Eu temo, eles temem, nós tememos. O verbo é conjugado em todas as pessoas, no singular e no plural, desde que o ser humano existe. O medo é um sentimento fundamental e teve papel determinante na nossa adaptação e evolução como espécie. Temer é avaliar, ponderar, estar alerta diante das ameaças. Mas cada época tem seus medos peculiares, que dizem respeito ao tempo no qual se vive. E em um período de mudanças vertiginosas, como o atual, nada mais apropriado que uma fornada de novos temores a nos moldar enquanto seres humanos. Diante da sensação de ameaça, recebemos o velho alerta de “lutar ou fugir”. Nossa reação é a mesma de sempre, mas os nossos medos, quanta diferença.
“Um medo muito fundo no nosso tempo é o do abandono, a ideia de não estar conectado, de não ser lembrado”, afirma Mario Sergio Cortella, filósofo, professor e escritor, que lançou em 2018 “A Sorte Segue a Coragem” (Ed. Planeta). “O medo do esquecimento é muito contemporâneo e, em grande medida, se deve ao fato de vivermos em grandes agrupamentos humanos e termos tecnologia de conexão, que faz com que a gente precise estar o tempo todo em rede”, completa.

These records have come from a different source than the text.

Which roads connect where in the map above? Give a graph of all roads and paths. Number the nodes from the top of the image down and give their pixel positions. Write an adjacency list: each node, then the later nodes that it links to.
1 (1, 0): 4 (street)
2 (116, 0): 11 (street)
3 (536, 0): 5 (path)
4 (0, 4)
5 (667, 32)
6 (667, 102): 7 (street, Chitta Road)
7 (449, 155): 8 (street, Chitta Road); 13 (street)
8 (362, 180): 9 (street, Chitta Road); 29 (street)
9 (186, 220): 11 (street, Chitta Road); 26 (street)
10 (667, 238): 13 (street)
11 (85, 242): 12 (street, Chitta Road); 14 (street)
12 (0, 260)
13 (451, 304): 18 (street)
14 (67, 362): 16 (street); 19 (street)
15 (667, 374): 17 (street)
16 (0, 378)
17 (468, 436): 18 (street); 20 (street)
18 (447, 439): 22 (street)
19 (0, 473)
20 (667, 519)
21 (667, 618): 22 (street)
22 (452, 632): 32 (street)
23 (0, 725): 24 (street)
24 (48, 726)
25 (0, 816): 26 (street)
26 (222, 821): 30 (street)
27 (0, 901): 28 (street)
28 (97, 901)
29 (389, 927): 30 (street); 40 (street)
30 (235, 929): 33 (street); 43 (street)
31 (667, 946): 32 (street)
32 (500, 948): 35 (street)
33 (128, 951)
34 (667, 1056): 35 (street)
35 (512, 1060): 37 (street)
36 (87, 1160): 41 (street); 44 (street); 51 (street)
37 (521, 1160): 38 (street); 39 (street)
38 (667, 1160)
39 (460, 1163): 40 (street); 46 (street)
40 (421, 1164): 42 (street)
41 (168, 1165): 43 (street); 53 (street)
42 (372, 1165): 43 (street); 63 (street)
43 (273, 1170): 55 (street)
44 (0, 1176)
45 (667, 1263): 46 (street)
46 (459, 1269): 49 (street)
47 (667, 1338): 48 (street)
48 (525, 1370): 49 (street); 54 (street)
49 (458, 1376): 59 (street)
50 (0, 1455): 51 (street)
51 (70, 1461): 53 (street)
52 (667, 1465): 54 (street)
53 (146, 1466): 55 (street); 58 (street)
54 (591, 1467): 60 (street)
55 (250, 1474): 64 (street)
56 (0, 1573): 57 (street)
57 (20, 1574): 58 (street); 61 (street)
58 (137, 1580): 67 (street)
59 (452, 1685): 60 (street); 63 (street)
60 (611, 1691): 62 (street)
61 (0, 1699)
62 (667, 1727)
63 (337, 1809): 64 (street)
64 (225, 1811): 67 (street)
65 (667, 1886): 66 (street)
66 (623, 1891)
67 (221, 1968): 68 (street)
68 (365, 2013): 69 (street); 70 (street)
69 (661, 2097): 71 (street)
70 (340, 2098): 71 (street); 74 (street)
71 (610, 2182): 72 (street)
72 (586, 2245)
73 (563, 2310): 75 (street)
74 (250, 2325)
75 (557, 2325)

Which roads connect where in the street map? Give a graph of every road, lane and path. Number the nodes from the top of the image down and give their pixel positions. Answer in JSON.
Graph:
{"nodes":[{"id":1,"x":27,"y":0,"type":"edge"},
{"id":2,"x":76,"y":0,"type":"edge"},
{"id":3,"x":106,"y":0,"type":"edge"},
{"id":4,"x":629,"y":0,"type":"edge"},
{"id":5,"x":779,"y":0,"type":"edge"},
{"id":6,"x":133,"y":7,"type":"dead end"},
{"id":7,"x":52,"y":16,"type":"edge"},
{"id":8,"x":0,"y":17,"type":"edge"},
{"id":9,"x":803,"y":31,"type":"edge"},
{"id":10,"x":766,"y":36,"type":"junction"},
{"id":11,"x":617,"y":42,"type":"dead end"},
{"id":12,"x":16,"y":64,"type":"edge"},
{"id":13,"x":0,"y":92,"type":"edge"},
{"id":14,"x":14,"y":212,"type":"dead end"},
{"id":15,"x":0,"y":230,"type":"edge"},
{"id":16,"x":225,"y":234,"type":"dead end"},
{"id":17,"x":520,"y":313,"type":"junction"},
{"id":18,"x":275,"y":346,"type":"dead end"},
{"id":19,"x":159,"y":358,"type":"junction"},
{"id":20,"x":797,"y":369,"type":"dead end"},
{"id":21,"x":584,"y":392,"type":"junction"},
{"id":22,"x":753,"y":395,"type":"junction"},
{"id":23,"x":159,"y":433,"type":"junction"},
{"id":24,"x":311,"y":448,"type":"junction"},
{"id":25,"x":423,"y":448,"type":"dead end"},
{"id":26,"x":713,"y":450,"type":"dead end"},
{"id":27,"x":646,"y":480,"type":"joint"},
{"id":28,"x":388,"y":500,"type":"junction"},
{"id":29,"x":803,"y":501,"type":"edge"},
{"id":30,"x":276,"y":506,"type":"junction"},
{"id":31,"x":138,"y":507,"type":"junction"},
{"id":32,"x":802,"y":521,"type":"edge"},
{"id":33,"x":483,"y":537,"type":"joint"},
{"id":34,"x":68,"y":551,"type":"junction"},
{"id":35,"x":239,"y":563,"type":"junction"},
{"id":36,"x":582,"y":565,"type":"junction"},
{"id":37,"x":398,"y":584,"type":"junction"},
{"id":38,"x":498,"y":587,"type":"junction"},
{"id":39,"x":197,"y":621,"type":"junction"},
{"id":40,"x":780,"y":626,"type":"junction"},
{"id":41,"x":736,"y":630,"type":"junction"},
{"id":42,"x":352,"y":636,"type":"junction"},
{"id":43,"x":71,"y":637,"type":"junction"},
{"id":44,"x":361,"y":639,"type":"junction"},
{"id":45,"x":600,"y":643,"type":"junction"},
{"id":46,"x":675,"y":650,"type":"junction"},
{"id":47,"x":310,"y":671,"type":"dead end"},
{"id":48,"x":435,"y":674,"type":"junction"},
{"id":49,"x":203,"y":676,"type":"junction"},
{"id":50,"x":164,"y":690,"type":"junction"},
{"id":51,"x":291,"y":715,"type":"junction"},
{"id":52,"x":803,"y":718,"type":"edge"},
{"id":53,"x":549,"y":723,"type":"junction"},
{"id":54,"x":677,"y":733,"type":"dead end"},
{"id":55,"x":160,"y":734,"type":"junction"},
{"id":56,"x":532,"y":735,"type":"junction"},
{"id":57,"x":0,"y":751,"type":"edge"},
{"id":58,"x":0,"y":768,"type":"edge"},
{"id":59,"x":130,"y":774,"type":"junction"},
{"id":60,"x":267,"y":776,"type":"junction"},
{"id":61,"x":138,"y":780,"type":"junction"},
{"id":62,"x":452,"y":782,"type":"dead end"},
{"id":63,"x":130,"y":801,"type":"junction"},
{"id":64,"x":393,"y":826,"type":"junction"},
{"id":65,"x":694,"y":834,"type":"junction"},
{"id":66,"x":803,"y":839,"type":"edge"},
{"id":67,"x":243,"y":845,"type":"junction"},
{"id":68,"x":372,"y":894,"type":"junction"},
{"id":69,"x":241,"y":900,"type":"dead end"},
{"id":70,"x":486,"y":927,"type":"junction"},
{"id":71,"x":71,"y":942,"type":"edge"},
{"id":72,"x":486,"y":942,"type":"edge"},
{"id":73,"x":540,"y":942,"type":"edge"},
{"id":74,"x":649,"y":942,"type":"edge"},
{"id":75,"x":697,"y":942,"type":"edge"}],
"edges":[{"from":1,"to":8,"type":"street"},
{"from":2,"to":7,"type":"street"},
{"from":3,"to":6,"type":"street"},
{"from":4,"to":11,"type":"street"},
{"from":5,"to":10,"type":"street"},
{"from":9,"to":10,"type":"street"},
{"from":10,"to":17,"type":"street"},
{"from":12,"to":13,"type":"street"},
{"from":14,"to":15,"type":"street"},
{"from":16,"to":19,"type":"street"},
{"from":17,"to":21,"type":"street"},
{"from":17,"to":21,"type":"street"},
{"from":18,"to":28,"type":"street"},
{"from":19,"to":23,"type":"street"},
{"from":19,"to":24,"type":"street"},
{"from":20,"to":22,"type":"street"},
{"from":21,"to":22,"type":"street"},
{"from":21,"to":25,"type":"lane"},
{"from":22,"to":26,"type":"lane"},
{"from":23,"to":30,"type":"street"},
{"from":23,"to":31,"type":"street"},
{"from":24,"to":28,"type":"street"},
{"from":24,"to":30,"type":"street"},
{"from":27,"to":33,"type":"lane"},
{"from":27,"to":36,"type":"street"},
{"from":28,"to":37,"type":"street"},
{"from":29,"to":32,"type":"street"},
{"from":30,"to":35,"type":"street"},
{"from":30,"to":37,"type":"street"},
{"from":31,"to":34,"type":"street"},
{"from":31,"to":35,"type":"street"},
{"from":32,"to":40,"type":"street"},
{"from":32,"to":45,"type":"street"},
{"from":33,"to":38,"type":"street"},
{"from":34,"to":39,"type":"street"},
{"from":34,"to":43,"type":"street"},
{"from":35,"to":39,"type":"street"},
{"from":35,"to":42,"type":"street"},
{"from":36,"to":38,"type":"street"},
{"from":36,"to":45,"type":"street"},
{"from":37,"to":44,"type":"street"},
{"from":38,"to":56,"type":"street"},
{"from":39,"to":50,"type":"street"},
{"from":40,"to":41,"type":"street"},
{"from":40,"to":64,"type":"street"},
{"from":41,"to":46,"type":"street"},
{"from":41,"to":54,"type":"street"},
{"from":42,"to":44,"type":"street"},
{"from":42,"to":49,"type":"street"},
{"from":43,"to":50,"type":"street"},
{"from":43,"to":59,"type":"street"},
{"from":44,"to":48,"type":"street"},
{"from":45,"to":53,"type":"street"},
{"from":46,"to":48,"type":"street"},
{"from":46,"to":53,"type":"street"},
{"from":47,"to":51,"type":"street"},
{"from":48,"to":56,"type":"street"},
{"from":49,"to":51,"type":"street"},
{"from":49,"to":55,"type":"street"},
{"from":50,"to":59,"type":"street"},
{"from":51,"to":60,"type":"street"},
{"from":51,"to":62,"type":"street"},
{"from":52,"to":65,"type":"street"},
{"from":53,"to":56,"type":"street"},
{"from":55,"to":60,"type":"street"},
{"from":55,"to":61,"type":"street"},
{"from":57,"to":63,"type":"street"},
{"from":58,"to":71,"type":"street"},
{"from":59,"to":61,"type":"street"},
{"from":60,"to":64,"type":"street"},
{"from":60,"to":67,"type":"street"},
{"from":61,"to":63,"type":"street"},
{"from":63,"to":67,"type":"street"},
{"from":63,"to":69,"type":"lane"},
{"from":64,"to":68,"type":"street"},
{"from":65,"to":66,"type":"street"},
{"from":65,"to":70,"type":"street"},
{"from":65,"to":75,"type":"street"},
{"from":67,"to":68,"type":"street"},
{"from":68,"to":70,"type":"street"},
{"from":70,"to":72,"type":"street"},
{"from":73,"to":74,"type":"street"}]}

Essa solidão, por incrível que pareça, pode ser uma parte até tolerável diante dos outros medos da era digital. Há quem enxergue lados mais sombrios. “No século 14 havia medos objetivos, como o da peste, e subjetivos, como o do fim do mundo. Hoje, medos objetivos e subjetivos foram intensificados na divulgação pelo cyberspace (ciberespaço). A autoridade foi diluída e todos são especialistas em tudo por possuírem acesso ao Facebook”, afirma Leandro Karnal, historiador, professor e escritor, que lançou em 2018, em coautoria com Monja Cohen, o livro “O Inferno Somos Nós: Do Ódio à Cultura de Paz” (Ed. Papirus 7 Mares).
Algumas atualizações dos medos são de ordem prática. “Hoje, o medo de raios, trovões, tempestades não possui a característica comum aos nossos antepassados, visto que a ciência já compreende os fenômenos da natureza. Entretanto, o medo do desconhecido ainda é algo que permeia a humanidade, mesmo que tenha apenas mudado de foco”, avalia Antônio Geraldo da Silva, presidente eleito da APAL (Associação Psiquiátrica da América Latina). Banais, digitais ou superficiais, os medos da nossa era dizem muito a respeito de quem somos e, principalmente, do que será de nós no futuro.